Le paragraphe 2 permet au Gouvernement de définir des exceptions aux réglementations et/ou aux interdictions pour les utilisateurs professionnels. Ces exceptions ne peuvent néanmoins être accordées que pour autant qu'il n'y ait pas d'alternative possible et qu'il puisse s'assurer que ces utilisateurs professionnels disposent de l'information nécessaire sur le caractère préoccupant des pesticides visés. Dans ce cadre, le Gouvernement devra, lorsqu'il adoptera une réglementation accordant une dérogation aux utilisateurs professionnels prendre des mesures d'accompagnement visant à s'assurer que ces utilisateurs soient informés du risque présenté par les substances actives visées pour la protection de l'environnement, pour la santé humaine ou pour la conservation de la nature. Ces mesures d'information sont à adopter par le Gouvernement dans le cadre de son habilitation. L'intention précise de cette disposition est de déterminer dans le décret les conditions auxquelles le Gouvernement peut, lorsqu'il fait usage du pouvoir réglementaire en application de l'article 4/1, § 1er en projet, dispenser les utilisateurs professionnels de l'obligation de respecter les règles adoptées à cette occasion » (Doc. parl., Parlement wallon, 2015-2016, n° 556/1, pp. 6-7).
B.4. L'article 3 du décret du 20 octobre 2016 introduit, dans le décret du 10 juillet 2013, un nouvel article 4/2 qui dispose : « Le Gouvernement peut fixer des obligations visant le personnel chargé de la vente des pesticides visés à l'article 4/1 en ce qui concerne l'information à fournir en matière de précaution d'application à prendre et en matière de risque présenté par les substances actives visées pour la protection de l'environnement, pour la santé humaine et pour la conservation de la nature.
Le Gouvernement prend toute mesure utile afin de s'assurer que l'information fournie en vertu de l'alinéa 1er est bien communiquée aux utilisateurs ».

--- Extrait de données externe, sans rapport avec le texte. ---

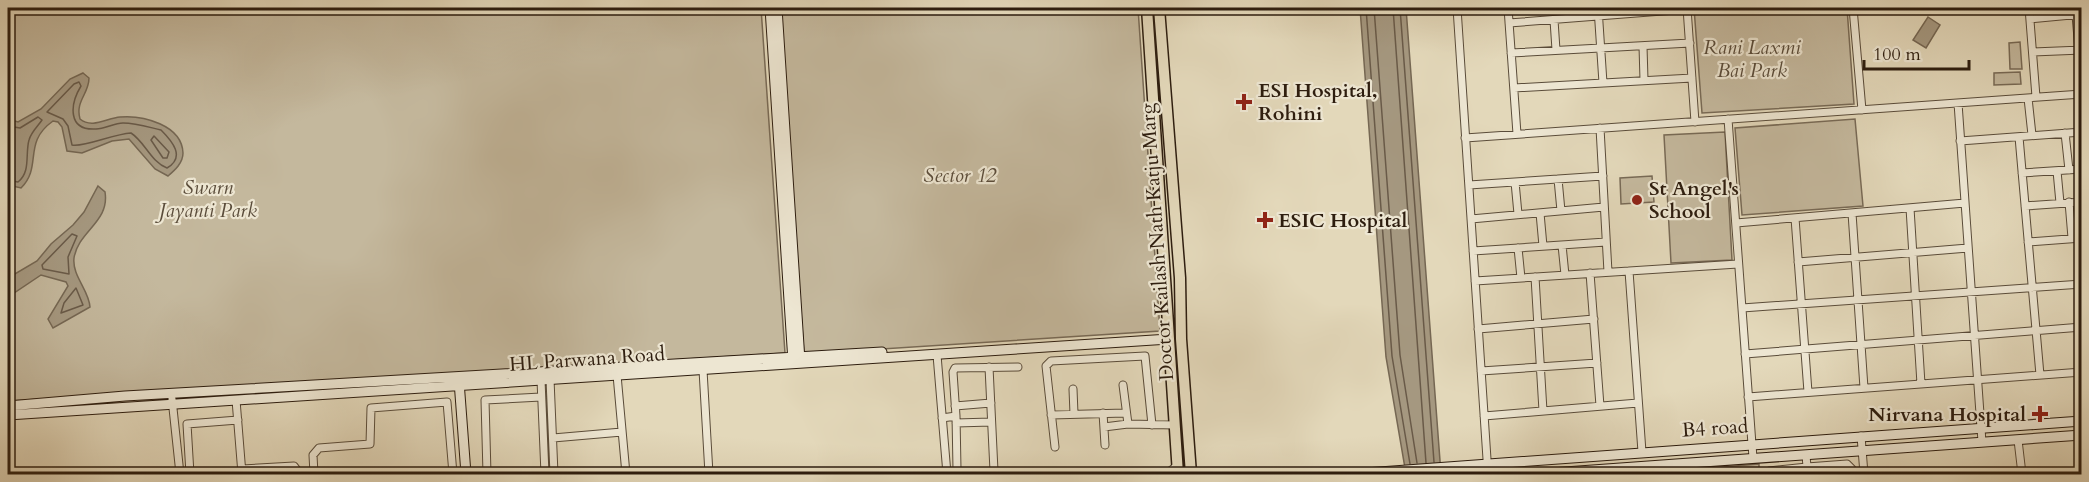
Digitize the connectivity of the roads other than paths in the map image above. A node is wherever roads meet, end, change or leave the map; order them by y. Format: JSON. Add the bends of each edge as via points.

B.5. L'article 4 du décret du 20 octobre 2016 remplace, à l'article 9, alinéa 1er, du décret du 10 juillet 2013, les mots « aux articles 3, 4 et 6 » par les mots « aux articles 3, 4, 4/1, 4/2 et 6 », de sorte que l'article 9 du décret du 10 juillet 2013 dispose : « Commet une infraction de troisième catégorie au sens de la partie VIII de la partie décrétale du Livre Ier du Code de l'Environnement celui qui applique, utilise ou manipule des pesticides en contravention aux articles 3, 4, 4/1, 4/2 et 6 du présent décret ainsi qu'à leurs arrêtés d'exécution.
Commet une infraction de troisième catégorie au sens de la partie VIII du même Code celui qui contrevient aux principes généraux en matière de lutte intégrée contre les ennemis des végétaux, tels que fixés par le Gouvernement en application de l'article 5, § 1er ».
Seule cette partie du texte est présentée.